Ma è possibile, solo che richiede un lavoro su:
- 1- comprendere le nostre visioni attuali (le narrazioni per il futuro);
- e per farlo è necessario sia aumentare la capacità di focalizzazione dell’attenzione, che migliorare la capacità di chiarezza mentale;
- 2- individuare e generare alternative;
- per cui abbiamo bisogno di alzare energia e coraggio, affinare l’ottimismo, aumentare la capacità di desiderare e spalancare le porte al possibile per individuare il nostro potenziale;
- 3- darsi da fare per esprimere quel potenziale, con azioni e micro-azioni quotidiane.
Il sistema che consiglio di usare per farlo?
Le Stanze dell’Immaginazione®
Un modo di pensare immaginativo che ho ideato nel 2010, messo al punto in 4 anni di ricerca e poi insegnato ad oltre 500 persone. Per pensare in modo imamginativo è utile raggiungere uno stato di rilassamento, che guido ed insegno.
Permettere alla coscienza di rilassarsi, seguendo una narrazione immaginativa, è come invitarla a seguire una “strada”. È proprio questa strada che accompagna nelle Stanze dell’Immaginazione.

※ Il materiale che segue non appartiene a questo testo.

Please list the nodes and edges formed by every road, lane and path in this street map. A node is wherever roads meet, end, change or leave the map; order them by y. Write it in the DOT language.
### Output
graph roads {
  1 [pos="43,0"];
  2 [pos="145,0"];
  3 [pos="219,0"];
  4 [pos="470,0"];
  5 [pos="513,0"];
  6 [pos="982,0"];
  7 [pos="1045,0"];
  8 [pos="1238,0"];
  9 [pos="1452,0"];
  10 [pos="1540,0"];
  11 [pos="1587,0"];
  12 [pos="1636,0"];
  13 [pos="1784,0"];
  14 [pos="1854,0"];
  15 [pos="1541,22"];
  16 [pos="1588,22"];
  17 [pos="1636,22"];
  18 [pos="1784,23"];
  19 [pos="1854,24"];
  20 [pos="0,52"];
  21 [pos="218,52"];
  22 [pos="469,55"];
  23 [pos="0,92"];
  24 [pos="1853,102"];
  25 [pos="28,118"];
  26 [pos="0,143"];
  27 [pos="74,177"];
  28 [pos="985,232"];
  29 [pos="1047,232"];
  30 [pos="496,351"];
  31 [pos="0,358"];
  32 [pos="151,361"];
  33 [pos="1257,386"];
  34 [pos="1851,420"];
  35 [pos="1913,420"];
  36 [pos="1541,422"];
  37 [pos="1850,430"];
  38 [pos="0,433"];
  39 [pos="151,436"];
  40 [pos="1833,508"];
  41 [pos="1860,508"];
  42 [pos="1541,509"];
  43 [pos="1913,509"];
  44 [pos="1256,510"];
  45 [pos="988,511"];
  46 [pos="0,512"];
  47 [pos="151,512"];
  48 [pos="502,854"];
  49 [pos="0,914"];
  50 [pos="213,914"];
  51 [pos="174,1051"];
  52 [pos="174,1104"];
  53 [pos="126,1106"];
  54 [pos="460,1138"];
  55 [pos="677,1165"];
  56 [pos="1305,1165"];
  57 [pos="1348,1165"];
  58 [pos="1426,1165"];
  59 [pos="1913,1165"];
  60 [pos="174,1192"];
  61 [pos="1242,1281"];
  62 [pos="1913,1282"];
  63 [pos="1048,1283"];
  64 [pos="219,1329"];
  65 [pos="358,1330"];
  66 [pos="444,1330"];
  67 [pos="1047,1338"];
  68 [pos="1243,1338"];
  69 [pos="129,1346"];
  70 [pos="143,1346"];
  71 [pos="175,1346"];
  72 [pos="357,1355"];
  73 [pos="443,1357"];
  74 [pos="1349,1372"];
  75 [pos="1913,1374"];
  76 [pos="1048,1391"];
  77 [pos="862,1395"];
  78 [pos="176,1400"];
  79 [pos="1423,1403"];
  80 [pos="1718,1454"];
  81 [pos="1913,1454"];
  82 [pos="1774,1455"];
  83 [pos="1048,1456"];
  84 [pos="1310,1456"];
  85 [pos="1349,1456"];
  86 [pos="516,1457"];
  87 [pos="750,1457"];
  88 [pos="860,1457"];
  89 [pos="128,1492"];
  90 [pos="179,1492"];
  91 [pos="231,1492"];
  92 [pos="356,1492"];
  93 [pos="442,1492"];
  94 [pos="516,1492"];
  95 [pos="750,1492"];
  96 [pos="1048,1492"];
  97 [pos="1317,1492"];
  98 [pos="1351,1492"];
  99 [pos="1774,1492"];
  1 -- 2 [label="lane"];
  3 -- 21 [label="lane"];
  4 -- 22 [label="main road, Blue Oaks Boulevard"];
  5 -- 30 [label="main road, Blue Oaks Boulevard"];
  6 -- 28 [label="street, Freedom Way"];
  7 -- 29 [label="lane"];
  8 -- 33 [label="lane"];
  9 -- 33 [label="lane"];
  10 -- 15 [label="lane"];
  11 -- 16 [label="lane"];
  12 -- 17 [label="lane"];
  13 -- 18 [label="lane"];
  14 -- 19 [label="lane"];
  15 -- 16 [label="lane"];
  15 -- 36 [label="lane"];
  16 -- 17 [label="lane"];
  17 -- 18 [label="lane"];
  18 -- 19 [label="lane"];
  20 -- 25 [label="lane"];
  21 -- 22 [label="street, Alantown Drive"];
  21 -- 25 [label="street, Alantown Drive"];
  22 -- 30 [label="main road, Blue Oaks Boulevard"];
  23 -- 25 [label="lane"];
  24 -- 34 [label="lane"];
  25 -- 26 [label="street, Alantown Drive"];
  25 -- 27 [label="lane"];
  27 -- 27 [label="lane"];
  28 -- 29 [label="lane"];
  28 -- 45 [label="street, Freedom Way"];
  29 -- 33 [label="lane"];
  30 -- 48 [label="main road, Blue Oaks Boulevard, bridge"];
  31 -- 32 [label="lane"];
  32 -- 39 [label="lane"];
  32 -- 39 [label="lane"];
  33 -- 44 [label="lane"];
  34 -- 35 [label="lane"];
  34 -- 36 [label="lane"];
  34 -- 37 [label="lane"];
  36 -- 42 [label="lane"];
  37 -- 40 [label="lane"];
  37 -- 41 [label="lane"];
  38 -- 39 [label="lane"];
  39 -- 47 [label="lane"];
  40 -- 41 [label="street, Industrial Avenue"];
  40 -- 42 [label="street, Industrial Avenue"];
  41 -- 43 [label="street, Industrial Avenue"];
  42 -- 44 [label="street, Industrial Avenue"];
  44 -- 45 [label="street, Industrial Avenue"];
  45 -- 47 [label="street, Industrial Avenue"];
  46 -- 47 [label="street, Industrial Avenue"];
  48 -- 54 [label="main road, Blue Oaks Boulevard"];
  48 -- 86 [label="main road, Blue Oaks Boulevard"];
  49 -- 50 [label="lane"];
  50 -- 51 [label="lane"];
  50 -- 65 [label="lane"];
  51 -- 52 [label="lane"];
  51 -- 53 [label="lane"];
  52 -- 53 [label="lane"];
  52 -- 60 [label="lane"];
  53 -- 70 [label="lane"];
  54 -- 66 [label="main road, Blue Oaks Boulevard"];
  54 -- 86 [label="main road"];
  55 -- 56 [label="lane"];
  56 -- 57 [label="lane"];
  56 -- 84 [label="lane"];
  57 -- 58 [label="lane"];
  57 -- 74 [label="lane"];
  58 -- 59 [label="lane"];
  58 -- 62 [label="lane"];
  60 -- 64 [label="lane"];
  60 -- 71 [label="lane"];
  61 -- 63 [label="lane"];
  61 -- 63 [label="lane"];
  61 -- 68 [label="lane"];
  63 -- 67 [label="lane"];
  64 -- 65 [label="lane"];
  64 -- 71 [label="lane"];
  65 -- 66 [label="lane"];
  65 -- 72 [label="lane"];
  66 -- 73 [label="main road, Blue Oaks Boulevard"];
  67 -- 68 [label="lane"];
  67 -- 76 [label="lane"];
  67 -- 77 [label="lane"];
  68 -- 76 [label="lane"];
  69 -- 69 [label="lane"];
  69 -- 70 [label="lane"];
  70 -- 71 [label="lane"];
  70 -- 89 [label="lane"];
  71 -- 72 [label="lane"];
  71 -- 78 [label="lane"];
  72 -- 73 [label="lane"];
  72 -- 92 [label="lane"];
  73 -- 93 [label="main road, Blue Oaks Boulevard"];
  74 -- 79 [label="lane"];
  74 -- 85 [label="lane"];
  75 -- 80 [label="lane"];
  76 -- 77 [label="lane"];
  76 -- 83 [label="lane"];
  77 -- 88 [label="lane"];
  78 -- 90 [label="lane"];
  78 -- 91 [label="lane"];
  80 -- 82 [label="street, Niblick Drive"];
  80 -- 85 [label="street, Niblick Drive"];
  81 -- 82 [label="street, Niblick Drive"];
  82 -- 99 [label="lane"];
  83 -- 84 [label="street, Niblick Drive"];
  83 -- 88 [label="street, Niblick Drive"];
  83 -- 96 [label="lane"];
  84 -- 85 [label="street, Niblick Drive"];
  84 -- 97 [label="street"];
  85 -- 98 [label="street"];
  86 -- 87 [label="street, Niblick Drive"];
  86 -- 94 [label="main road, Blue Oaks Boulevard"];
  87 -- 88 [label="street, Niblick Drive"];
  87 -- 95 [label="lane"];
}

Un luogo fatto di immagini, di pensiero, organizzato in nove ambienti, con un arredamento specifico, che ci permette di usare l’immaginazione in più modi (visualizzare e cambiare stato, scoprire, generare idee, ecc…), ed averne avere una serie di benefici.
In particolar modo, usare questo sistema di pensiero aiuta a fare chiarezza, generare alternative e prendere decisioni migliori, più allineate con quello che desideriamo per noi adesso e nel futuro.